====== SUPPLIED RECORDS

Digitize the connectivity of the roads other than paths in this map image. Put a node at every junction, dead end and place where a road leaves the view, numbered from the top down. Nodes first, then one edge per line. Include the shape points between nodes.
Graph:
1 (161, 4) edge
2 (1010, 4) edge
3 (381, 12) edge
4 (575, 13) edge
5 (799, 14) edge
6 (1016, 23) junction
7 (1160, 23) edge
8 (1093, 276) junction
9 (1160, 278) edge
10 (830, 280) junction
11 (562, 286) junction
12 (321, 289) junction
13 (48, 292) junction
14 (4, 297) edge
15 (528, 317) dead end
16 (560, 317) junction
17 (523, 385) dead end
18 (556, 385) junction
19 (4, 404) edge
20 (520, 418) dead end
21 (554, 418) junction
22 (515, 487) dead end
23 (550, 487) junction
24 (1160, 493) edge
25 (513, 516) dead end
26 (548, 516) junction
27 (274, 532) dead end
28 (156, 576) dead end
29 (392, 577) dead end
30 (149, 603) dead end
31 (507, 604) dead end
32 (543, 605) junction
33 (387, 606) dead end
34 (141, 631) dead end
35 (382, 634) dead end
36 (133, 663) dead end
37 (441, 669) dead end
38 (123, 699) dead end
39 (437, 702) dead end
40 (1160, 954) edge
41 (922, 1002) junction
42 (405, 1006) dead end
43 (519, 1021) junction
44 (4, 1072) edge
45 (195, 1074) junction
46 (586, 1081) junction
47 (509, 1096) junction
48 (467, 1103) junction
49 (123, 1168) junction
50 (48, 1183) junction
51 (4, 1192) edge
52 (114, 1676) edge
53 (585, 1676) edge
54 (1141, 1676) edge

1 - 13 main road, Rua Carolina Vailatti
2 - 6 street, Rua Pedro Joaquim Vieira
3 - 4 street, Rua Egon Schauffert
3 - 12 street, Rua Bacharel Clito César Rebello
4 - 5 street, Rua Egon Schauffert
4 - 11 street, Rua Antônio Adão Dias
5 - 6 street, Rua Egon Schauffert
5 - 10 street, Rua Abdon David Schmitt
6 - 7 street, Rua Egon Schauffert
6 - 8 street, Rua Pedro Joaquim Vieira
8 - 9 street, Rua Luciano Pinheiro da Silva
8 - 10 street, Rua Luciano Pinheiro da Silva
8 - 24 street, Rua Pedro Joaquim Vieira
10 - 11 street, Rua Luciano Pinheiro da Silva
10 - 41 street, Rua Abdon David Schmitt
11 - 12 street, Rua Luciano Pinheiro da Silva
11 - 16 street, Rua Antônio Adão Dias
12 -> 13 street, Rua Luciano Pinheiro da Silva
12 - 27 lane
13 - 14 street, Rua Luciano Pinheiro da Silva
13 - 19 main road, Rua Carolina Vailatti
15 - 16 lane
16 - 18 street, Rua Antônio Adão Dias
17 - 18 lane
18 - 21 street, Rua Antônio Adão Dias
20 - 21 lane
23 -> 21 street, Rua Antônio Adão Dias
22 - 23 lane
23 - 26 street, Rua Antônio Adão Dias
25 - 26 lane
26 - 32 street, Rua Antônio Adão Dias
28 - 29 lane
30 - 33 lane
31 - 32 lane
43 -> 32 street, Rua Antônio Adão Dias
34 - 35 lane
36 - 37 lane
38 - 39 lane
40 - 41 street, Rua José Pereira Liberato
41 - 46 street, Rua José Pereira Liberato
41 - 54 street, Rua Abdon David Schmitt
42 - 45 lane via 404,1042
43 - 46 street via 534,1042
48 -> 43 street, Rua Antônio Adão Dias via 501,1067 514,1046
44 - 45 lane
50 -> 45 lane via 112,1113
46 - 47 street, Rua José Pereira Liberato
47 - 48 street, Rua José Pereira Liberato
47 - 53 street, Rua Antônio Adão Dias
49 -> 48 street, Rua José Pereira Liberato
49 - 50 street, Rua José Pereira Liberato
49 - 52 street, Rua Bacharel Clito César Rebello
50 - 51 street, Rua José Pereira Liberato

============

* **ABOUT THIS EXERCISE**: Search the lines above for the string "Rebello" and copy each line that has it.

* **RESPONSE**:
3 - 12 street, Rua Bacharel Clito César Rebello
49 - 52 street, Rua Bacharel Clito César Rebello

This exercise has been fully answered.